Pasillos largos dibujan el perímetro agujereado por las puertas de los salones. El timbre, que señala el bendito recreo, a la sazón toda una novedad archivando la legendaria campana, es una deliciosa música que suena cada cuarenta y cinco minutos.

En el centro, el patio. En el centro del centro, el mástil. Amplio, majestuoso. El ritual de cada mañana o tardecita de girar nuestros cuellos al cielo para ver a la celeste y blanca manipulada por el buen alumno de turno. ¿Por qué nunca yo?

El patio. No me quiero ir todavía del mejor lugar de la escuela. Testigo de empujones, corridas, tropezones, guardapolvos impecables los lunes; descosidos y sucios los viernes, sonrisas… y futbol.

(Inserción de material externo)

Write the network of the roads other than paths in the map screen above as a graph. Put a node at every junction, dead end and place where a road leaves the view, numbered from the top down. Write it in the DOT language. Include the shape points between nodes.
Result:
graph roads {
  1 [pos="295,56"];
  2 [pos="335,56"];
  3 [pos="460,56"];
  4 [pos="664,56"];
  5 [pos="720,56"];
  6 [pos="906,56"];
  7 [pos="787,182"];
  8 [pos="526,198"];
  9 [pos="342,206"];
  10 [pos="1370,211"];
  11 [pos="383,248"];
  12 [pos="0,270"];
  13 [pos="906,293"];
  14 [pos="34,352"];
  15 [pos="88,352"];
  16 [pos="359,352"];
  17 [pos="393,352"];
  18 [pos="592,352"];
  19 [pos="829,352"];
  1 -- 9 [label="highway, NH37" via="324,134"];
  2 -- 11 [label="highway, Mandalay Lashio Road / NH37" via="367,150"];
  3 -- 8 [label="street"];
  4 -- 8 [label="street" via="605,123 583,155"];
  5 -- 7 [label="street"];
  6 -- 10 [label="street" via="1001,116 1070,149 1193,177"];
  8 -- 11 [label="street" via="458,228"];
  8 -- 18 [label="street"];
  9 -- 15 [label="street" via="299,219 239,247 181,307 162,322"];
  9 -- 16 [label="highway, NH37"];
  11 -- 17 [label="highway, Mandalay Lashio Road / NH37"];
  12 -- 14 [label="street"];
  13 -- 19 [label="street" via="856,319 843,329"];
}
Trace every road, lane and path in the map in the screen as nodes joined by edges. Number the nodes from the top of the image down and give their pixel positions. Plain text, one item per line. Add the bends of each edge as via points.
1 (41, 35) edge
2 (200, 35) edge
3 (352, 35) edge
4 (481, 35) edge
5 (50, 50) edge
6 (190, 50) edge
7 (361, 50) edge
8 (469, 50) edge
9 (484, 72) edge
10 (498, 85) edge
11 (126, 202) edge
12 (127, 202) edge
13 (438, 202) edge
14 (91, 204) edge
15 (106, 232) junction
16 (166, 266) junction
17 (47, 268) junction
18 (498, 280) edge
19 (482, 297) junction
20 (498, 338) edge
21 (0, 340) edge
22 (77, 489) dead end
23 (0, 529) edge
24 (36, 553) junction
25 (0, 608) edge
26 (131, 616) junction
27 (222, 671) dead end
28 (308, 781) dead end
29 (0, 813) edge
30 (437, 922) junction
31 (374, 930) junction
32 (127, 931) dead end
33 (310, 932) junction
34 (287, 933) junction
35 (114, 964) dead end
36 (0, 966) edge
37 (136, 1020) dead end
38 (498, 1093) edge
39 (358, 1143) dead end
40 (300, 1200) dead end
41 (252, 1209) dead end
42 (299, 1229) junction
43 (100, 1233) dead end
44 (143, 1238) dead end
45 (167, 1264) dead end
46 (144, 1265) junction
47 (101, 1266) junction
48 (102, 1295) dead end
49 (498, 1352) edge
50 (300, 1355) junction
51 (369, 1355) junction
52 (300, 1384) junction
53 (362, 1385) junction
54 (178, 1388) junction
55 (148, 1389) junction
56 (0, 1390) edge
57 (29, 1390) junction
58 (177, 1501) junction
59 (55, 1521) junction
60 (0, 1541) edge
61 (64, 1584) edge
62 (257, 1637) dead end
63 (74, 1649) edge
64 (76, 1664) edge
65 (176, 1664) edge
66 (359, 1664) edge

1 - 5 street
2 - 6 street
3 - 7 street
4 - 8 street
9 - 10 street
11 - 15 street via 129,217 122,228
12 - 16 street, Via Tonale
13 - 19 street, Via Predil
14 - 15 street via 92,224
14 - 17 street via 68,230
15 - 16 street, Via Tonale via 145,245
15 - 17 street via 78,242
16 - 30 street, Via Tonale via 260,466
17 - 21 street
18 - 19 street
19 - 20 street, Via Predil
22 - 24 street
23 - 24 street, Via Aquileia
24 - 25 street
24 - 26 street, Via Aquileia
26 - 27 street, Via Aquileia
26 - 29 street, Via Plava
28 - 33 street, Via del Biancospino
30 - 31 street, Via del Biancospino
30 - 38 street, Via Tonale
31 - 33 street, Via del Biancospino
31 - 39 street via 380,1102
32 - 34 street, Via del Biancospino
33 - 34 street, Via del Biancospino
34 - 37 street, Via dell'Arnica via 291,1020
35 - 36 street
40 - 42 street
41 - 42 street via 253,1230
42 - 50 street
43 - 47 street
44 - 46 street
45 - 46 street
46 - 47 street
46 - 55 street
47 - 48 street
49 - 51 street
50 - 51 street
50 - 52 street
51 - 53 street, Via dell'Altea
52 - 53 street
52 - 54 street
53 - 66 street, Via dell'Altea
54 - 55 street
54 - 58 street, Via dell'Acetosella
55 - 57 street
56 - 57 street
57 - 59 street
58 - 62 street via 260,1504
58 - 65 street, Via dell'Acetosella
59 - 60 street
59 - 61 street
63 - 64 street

Ah, si aquellas perfectas persianas de aluminio pudieran quejarse de los pelotazos... No quedó una sana. Fuimos magníficos arquitectos, pero para la destrucción. Las huellas de nuestra inicial pasión deportiva se estamparon allí.

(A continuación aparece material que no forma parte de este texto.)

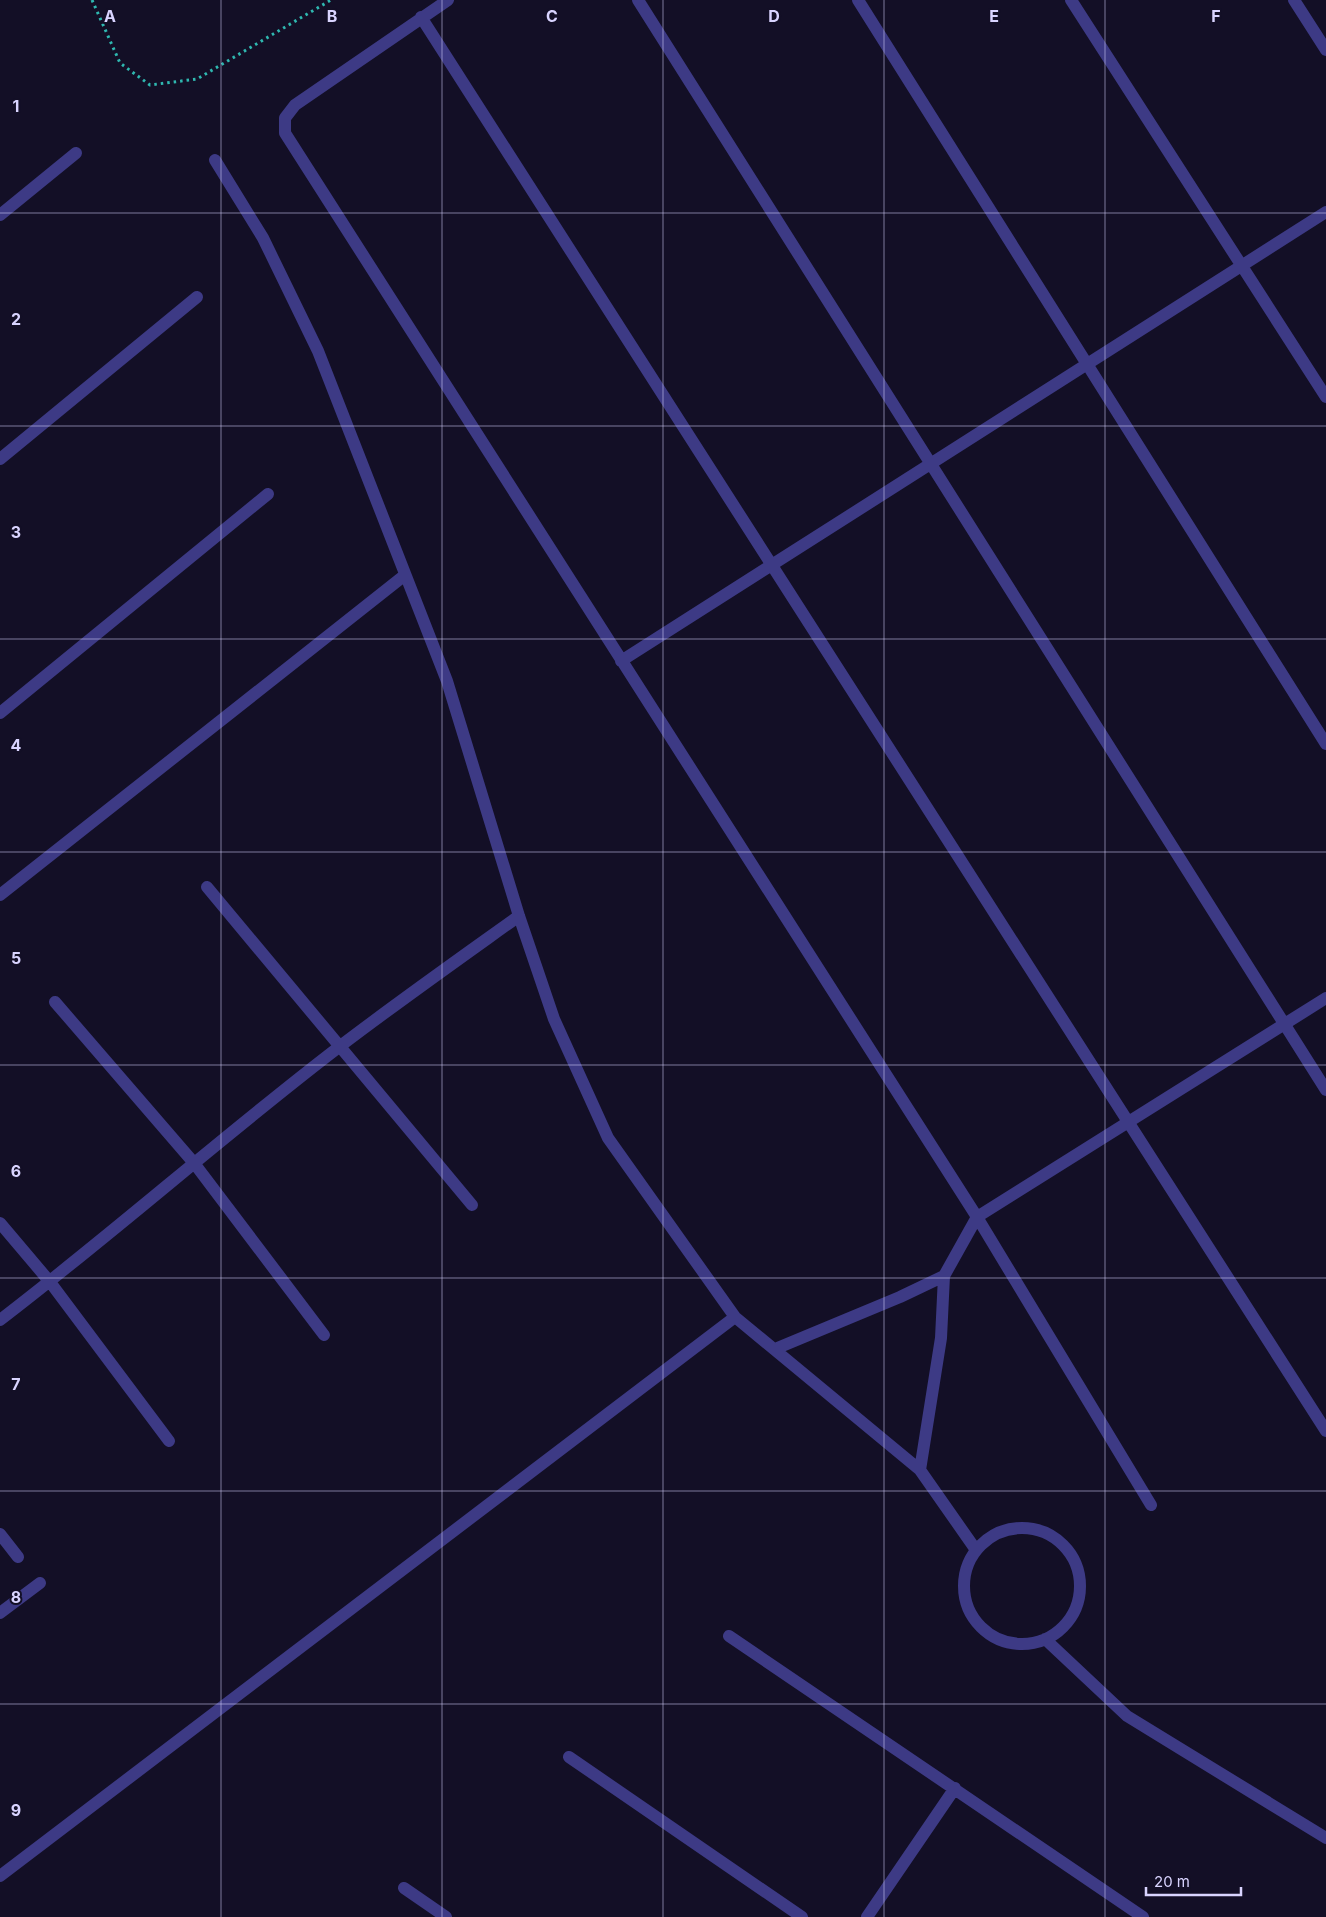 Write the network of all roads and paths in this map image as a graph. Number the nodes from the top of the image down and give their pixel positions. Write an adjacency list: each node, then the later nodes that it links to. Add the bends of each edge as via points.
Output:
1 (92, 0): 2 (path, via 120,64 150,84 197,79)
2 (331, 0)
3 (448, 0): 8 (street)
4 (638, 0): 19 (street)
5 (858, 0): 16 (street)
6 (1071, 0): 14 (street)
7 (1294, 0): 9 (street)
8 (421, 17): 21 (street); 23 (street, via 295,104 285,118 284,134)
9 (1326, 50)
10 (76, 154): 13 (street)
11 (215, 160): 22 (street, via 263,238 318,351)
12 (1326, 212): 14 (street)
13 (0, 215)
14 (1242, 266): 16 (street); 17 (street)
15 (197, 297): 18 (street)
16 (1087, 364): 19 (street); 25 (street)
17 (1326, 397)
18 (0, 459)
19 (931, 464): 21 (street); 31 (street)
20 (268, 494): 24 (street)
21 (772, 564): 23 (street); 34 (street)
22 (405, 574): 27 (street); 28 (street, via 447,681)
23 (621, 661): 37 (street)
24 (0, 713)
25 (1326, 744)
26 (207, 887): 32 (street)
27 (0, 895)
28 (519, 916): 32 (street); 41 (street, via 554,1019 608,1138)
29 (1326, 998): 31 (street)
30 (55, 1002): 35 (street)
31 (1284, 1024): 33 (street); 34 (street)
32 (339, 1048): 35 (street); 36 (street)
33 (1326, 1090)
34 (1128, 1122): 37 (street); 45 (street)
35 (194, 1164): 40 (street); 43 (street)
36 (472, 1205)
37 (977, 1217): 39 (street); 48 (street)
38 (0, 1223): 40 (street)
39 (944, 1276): 44 (street); 47 (street, via 941,1338)
40 (50, 1282): 42 (street); 46 (street)
41 (735, 1317): 44 (street); 59 (street)
42 (0, 1320)
43 (324, 1335)
44 (775, 1349): 47 (street)
45 (1326, 1431)
46 (169, 1441)
47 (920, 1470): 50 (street)
48 (1151, 1505)
49 (0, 1534): 51 (street)
50 (976, 1550): 55 (street, via 964,1578 965,1598 976,1621 991,1635 1010,1642 1025,1644); 55 (street, via 1005,1530 1025,1528 1045,1532 1066,1547 1076,1564 1079,1580 1076,1608 1062,1629)
51 (18, 1557)
52 (40, 1584): 53 (street)
53 (0, 1613)
54 (729, 1636): 57 (street)
55 (1045, 1639): 58 (street, via 1128,1716)
56 (569, 1757): 62 (street)
57 (955, 1788): 63 (street); 64 (street)
58 (1326, 1838)
59 (0, 1876)
60 (404, 1888): 61 (street)
61 (446, 1917)
62 (802, 1917)
63 (867, 1917)
64 (1143, 1917)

En tercer o cuarto grado, porque yo soy del tiempo del primero inicial y primero superior, me cambiaron de maestra, de aula y de compañeros. Una vida nueva. La responsabilidad de educar mis días pasó a manos de la señorita Nilda. Como también era la farmacéutica del barrio se encargaba de la Cruz Roja interna, nombrando siempre a algún alumno suyo para que portara en su brazo izquierdo el brazalete con el símbolo internacional. Si ocurría algún accidente menor, interveníamos.

¿Me apuro al decir que la señorita Nilda fue una visionaria? Antes de ella las excursiones eran al Parque Independencia o al Monumento. Gracias a ella conocí Santa Fe con un túnel subfluvial a medio hacer y Buenos Aires con toda su grandeza.

La recuerdo recta, severa, gritona. Nos hacía ir de corbata. A las nenas con el pelo atado o con vincha. Y guay del que se olvidaba el guardapolvo. Para nuestras pueriles mentes era como una sargento. Para mi mente de hombre adulto, una adelantada a su tiempo.

Nos convirtió en precoces periodistas al obligarnos a editar un boletín llamado “La voz del aula”. Por allí, se nos veía con imaginarios micrófonos haciendo entrevistas a los vecinos, dibujando y pintando con esfuerzo para darle vida a la parte gráfica, desarrollando el intelecto al máximo para plasmarlo en las páginas en forma literaria o ennegreciéndonos los dedos hasta lo increíble con el maldito mimeógrafo.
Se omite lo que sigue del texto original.